(Records from a data source)
* * *

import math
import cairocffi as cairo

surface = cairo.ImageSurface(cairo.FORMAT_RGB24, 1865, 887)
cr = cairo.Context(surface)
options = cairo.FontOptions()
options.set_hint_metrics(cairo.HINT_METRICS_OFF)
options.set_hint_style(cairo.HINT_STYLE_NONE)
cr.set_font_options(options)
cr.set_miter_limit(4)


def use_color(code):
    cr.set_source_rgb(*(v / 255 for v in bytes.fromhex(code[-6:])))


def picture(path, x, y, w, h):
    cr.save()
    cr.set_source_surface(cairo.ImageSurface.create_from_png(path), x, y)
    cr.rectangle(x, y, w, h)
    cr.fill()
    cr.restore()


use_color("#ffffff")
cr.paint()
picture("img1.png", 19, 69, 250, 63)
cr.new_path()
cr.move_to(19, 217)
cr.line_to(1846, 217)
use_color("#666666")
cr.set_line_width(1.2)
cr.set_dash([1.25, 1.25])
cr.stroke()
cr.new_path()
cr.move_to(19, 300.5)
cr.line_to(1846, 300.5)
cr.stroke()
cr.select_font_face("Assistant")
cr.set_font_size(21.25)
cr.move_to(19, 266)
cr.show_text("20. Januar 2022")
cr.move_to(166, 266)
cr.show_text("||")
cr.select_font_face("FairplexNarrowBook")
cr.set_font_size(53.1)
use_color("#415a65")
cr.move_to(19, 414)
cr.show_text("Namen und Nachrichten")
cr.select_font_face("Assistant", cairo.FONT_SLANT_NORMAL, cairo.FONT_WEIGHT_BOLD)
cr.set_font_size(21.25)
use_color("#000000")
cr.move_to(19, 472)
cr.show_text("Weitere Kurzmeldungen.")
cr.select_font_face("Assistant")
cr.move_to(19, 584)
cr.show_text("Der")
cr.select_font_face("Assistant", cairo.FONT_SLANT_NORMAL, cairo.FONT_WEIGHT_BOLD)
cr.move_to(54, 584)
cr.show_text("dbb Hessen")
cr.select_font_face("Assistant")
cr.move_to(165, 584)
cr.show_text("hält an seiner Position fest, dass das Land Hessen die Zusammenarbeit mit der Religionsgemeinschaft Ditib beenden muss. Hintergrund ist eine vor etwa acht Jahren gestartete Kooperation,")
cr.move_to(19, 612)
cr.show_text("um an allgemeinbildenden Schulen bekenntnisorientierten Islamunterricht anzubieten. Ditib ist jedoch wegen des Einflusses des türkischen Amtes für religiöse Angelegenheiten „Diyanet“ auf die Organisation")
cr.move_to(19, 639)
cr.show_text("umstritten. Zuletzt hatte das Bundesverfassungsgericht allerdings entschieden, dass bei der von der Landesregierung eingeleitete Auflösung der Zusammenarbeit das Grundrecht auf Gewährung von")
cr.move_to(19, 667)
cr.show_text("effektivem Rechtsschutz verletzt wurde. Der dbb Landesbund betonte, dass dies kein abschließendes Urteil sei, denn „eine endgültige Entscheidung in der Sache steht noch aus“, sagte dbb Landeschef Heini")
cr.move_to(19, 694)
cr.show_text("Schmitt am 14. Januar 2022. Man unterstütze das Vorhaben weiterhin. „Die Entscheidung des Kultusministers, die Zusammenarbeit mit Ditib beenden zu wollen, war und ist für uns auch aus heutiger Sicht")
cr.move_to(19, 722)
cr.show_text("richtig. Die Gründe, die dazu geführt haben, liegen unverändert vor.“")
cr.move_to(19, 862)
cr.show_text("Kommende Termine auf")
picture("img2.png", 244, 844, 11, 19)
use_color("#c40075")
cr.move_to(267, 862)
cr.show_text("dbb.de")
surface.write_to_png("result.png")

* * *

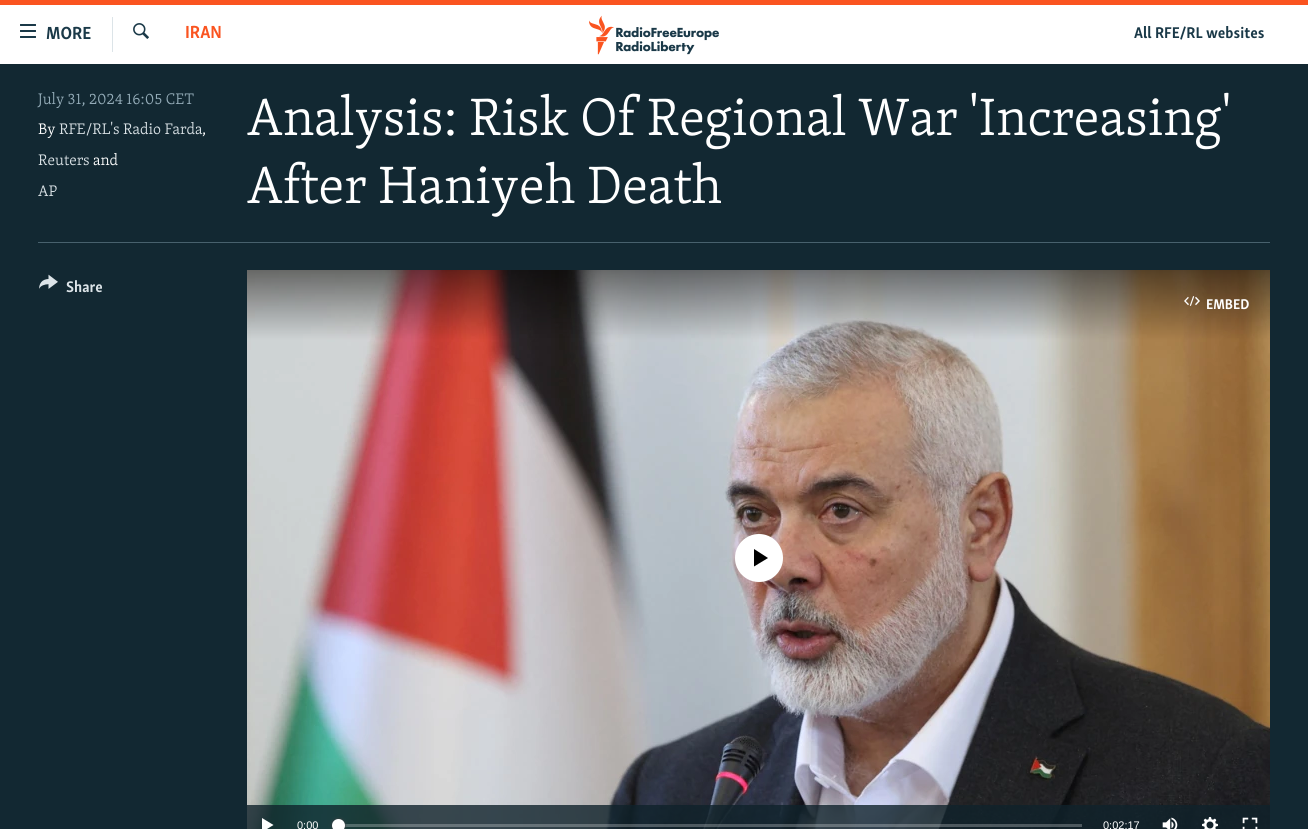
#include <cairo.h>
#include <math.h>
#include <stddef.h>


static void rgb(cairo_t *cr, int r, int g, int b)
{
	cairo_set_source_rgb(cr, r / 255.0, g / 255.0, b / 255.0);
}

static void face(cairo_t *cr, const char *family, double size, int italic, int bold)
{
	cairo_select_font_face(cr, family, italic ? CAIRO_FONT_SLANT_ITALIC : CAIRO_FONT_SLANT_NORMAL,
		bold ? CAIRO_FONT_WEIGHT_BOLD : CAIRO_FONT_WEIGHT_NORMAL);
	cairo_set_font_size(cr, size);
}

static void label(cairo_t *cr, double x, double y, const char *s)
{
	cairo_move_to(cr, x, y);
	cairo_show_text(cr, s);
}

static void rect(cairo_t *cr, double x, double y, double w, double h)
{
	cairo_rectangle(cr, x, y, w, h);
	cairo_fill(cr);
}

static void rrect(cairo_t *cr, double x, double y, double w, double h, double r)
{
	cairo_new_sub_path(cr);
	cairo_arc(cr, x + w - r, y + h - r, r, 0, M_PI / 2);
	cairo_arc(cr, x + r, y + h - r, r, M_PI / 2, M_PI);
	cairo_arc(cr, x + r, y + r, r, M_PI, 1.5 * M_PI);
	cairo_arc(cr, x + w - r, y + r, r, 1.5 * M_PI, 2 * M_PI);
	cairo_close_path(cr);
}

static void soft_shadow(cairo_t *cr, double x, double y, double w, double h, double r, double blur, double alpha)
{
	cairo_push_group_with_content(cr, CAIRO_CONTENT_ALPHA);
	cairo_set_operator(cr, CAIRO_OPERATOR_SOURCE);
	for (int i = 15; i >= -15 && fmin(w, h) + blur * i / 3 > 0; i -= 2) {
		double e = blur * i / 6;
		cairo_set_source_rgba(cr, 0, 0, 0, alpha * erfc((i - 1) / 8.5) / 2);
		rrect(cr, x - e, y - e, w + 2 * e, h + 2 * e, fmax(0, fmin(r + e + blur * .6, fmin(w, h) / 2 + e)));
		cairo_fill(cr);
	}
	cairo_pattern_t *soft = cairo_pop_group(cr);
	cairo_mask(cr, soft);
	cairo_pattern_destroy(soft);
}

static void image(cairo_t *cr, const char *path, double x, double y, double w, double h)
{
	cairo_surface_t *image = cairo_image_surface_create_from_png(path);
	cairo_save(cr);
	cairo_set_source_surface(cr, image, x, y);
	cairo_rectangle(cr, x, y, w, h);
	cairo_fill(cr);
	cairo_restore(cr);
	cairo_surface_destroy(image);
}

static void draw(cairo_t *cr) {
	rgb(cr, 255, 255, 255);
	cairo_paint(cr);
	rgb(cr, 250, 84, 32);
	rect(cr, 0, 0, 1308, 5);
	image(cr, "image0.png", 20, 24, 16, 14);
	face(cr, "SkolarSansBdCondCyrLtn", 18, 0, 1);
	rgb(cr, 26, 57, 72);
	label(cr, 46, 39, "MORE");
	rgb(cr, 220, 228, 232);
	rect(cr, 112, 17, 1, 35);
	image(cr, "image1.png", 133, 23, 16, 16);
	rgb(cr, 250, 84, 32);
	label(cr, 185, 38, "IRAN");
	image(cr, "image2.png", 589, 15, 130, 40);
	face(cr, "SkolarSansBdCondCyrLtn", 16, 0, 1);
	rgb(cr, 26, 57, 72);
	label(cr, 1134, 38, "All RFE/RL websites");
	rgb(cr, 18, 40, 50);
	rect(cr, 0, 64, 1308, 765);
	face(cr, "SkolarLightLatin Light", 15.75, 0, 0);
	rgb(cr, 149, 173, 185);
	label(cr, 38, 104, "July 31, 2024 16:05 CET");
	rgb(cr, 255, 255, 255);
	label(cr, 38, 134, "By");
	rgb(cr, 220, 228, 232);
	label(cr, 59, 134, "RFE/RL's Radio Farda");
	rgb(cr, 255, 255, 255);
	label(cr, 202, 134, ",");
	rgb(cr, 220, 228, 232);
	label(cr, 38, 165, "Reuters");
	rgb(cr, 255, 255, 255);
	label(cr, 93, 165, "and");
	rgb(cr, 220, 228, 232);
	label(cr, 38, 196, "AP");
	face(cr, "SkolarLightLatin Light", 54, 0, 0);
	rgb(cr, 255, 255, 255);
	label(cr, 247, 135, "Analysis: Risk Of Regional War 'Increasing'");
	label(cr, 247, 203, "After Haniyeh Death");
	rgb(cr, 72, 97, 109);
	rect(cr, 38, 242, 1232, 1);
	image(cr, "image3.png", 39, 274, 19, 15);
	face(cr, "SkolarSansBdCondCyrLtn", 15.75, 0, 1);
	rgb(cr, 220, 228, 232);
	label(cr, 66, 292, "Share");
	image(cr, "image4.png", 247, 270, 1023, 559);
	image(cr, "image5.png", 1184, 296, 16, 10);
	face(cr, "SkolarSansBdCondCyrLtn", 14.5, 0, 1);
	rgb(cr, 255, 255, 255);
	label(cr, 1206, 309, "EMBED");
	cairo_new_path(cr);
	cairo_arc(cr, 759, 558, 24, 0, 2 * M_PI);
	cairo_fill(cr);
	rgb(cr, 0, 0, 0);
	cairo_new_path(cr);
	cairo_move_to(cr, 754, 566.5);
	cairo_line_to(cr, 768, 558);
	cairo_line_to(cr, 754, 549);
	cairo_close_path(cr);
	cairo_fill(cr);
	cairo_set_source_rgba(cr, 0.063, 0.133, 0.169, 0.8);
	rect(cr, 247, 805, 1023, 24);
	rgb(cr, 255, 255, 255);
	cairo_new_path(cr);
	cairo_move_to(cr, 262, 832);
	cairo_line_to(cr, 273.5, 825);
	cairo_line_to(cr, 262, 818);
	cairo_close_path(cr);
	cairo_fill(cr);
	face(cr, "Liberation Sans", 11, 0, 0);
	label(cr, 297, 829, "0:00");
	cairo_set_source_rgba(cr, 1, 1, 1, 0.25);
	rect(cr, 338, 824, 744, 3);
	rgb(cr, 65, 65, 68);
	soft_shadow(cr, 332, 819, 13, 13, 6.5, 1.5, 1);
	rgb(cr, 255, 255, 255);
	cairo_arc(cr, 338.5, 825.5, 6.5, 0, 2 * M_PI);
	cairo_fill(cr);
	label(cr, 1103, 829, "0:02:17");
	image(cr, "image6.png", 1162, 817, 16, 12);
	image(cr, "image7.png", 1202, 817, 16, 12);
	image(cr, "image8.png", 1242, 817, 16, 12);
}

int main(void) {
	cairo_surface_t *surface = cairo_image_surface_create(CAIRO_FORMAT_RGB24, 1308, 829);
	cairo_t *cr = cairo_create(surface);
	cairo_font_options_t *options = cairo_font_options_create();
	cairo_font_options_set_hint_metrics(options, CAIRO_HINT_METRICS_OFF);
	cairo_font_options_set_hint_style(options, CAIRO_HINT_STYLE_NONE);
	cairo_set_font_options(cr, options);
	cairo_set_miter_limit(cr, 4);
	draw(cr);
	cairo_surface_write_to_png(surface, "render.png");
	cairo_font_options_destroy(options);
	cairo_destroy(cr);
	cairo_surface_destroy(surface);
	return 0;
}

* * *

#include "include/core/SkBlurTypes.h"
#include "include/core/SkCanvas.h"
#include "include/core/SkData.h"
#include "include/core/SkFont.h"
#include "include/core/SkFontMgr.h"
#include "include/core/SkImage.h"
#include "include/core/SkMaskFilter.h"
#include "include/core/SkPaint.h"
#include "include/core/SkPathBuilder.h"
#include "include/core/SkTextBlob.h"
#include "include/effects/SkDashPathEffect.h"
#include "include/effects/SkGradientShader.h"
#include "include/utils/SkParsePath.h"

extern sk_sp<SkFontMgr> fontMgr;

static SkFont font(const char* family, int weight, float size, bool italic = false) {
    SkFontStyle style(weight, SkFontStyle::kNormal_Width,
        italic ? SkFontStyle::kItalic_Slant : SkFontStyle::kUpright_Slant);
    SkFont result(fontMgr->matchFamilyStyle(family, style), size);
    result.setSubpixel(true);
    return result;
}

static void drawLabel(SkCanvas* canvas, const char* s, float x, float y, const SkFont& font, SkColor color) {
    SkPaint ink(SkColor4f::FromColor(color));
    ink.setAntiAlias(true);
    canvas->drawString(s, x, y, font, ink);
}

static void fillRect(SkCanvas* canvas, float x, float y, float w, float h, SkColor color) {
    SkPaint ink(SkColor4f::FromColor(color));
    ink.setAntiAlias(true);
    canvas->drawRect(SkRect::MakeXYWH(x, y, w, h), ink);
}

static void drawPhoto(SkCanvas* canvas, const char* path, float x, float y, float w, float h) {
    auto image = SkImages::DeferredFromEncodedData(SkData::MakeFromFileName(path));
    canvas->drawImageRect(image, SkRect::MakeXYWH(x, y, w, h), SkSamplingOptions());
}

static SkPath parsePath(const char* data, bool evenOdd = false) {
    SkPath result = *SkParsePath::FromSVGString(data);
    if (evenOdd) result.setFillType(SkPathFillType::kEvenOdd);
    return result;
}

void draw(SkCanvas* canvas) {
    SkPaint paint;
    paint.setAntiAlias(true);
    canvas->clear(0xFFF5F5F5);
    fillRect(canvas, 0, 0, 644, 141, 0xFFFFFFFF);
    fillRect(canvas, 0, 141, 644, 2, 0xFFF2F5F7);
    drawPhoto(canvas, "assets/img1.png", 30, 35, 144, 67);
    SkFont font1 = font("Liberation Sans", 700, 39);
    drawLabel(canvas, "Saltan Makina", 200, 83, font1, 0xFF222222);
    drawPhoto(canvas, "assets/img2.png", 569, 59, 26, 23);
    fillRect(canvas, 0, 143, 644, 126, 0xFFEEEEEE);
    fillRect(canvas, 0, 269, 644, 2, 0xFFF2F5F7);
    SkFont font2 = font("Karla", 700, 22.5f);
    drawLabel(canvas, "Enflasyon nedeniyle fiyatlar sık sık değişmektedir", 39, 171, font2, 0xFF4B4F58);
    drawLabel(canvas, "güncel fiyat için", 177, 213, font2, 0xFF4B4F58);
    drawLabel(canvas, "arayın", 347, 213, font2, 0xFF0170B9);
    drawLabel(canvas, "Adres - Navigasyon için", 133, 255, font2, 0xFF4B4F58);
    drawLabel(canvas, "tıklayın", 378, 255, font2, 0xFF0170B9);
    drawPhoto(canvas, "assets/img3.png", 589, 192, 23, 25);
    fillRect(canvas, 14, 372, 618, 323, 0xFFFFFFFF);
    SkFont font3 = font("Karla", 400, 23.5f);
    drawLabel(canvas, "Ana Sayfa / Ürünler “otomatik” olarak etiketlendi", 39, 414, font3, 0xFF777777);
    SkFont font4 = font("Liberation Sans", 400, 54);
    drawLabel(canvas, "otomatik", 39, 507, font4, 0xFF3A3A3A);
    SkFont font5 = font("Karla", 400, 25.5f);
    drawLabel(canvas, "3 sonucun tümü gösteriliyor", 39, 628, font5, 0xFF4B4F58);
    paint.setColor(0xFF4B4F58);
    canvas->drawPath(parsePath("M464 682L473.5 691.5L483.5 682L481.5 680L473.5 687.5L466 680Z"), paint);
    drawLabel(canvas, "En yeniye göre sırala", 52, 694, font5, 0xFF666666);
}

* * *

→ **Work item**
Reproduce only the lines above spanning from the line containing "double e = blur * i / 6;" through the line containing "cairo_restore(cr);", word for word.

→ **Task response**
		double e = blur * i / 6;
		cairo_set_source_rgba(cr, 0, 0, 0, alpha * erfc((i - 1) / 8.5) / 2);
		rrect(cr, x - e, y - e, w + 2 * e, h + 2 * e, fmax(0, fmin(r + e + blur * .6, fmin(w, h) / 2 + e)));
		cairo_fill(cr);
	}
	cairo_pattern_t *soft = cairo_pop_group(cr);
	cairo_mask(cr, soft);
	cairo_pattern_destroy(soft);
}

static void image(cairo_t *cr, const char *path, double x, double y, double w, double h)
{
	cairo_surface_t *image = cairo_image_surface_create_from_png(path);
	cairo_save(cr);
	cairo_set_source_surface(cr, image, x, y);
	cairo_rectangle(cr, x, y, w, h);
	cairo_fill(cr);
	cairo_restore(cr);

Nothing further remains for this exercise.